Dangerous Sanofi semuloparin drug more touble than it worth

Sanofi Withdraws EU Marketing Application for Blood-Clot Drug

By Albertina Torsoli – Jul 9, 2012 3:50 PM GMT+0100

http://www.bloomberg.com/news/2012-07-09/sanofi-withdraws-eu-marketing-application-for-blood-clot-drug.html

Sanofi (SAN) withdrew a European Union marketing authorization request for its Mulsevo drug to prevent blood clots in chemotherapy patients, a setback for efforts by France’s biggest drugmaker to bring new medicines to patients.

Sanofi stated it “decided to withdraw all applications globally following comments by regulatory agencies,” the European Medicines Agency said in an e-mailed statement today, citing a letter from the Paris-based drugmaker. Jean-Marc Podvin, a Sanofi spokesman in Paris, didn’t immediately respond to a request for comment.

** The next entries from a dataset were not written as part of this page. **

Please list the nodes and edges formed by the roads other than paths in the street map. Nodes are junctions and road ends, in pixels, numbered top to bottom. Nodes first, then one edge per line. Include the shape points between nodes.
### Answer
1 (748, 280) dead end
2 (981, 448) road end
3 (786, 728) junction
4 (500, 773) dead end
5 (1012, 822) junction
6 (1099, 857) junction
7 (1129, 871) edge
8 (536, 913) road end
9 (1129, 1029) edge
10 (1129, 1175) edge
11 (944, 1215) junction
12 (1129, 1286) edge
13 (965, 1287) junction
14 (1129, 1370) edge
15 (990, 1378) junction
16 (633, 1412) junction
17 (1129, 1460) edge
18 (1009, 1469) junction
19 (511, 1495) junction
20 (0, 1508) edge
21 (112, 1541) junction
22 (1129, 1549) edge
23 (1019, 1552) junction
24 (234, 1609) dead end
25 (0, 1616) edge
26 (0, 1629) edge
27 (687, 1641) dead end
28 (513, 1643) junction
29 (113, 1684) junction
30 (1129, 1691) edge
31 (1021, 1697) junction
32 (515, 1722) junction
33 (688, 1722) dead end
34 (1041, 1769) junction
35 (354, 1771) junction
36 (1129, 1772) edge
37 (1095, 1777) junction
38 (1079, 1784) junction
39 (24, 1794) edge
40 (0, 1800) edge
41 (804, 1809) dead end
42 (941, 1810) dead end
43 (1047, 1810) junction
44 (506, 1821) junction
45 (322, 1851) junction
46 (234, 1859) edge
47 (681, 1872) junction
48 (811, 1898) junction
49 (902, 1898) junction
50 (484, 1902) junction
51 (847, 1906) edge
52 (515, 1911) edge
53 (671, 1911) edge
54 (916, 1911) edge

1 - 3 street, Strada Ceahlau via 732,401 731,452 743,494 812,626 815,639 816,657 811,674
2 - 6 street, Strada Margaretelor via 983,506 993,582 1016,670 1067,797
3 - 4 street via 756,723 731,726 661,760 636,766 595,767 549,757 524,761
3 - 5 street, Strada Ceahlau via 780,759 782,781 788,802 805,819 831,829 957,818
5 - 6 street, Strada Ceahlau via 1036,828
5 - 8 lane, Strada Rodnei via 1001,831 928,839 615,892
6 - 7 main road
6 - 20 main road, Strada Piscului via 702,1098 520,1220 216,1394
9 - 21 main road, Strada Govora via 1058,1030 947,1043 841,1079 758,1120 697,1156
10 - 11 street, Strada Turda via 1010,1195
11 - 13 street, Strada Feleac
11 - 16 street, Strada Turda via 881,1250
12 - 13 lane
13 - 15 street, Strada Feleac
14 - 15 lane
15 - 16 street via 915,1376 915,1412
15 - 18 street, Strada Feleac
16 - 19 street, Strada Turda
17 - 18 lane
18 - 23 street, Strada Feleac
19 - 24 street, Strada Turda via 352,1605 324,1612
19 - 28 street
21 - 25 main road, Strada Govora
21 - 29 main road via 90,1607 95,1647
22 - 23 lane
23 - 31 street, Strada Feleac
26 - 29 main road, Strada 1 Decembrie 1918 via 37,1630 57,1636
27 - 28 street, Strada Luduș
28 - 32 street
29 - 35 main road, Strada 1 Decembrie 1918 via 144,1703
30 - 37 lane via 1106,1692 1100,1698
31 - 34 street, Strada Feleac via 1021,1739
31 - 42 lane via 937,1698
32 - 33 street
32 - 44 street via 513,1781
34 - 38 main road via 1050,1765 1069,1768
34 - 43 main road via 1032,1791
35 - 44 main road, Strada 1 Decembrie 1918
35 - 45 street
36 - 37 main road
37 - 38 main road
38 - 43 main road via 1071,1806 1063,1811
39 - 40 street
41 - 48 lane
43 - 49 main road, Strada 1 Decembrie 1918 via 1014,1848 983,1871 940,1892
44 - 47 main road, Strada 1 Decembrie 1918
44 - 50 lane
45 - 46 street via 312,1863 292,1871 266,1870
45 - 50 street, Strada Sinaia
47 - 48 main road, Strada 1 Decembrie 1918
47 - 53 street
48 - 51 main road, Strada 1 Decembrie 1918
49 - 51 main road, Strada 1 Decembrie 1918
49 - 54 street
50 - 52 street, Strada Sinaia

Sanofi’s semuloparin, also known by the brand name Mulsevo, doesn’t provide enough of a benefit to outweigh its risks, a Food and Drug Administration panel decided in a 14-1 vote on June 20. The advisers supported a June 18 FDA staff report that the Sanofi data didn’t “provide meaningful support for the approval” as a treatment for venous thromboembolism among high- risk patients receiving chemotherapy for certain cancers.

“In the grand scheme of things, in terms of potential sales lost, it’s not a massive change,” Alistair Campbell, an analyst at Berenberg Bank in London, said in a telephone interview today. “It’s more of a sentiment setback. It’s a blow to a late-stage pipeline already seen as weaker” than that of many rivals. “Questions will remain about Sanofi’s drug pipeline,” said Campbell, who had forecast annual peak sales for semuloparin of 240 million euros ($295 million) by 2017.

Faster Acquisitions

Sanofi Chief Executive Officer Chris Viehbacher has been seeking to bolster Sanofi’s pipeline by reorganizing research and development, dropping the least promising projects and accelerating acquisitions and partnerships. In a presentation on Sept. 14, he cited semuloparin as one of six new molecule and chemical entities that Sanofi was seeking to introduce in a nine-month period. Viehbacher described it as one of the assets “we thought could really make it to the marketplace.”

Semuloparin risked competing with Sanofi’s own Lovenox, Eric Le Berrigaud, an analyst with Bryan Garnier & Co. in Paris, said in an interview before the FDA’s report was released last month. Lovenox, first approved in 1993, helps prevent blood clots in patients undergoing certain surgeries.

Sanofi is awaiting the FDA’s decision on whether to approve its multiple sclerosis drug Aubagio. The FDA hasn’t cleared a new drug from the French company since Jevtana in June 2010, for prostate cancer patients whose disease has spread.

Sanofi had asked for approval of semuloparin to treat patients with pancreatic or lung cancers or advanced or spreading solid tumors.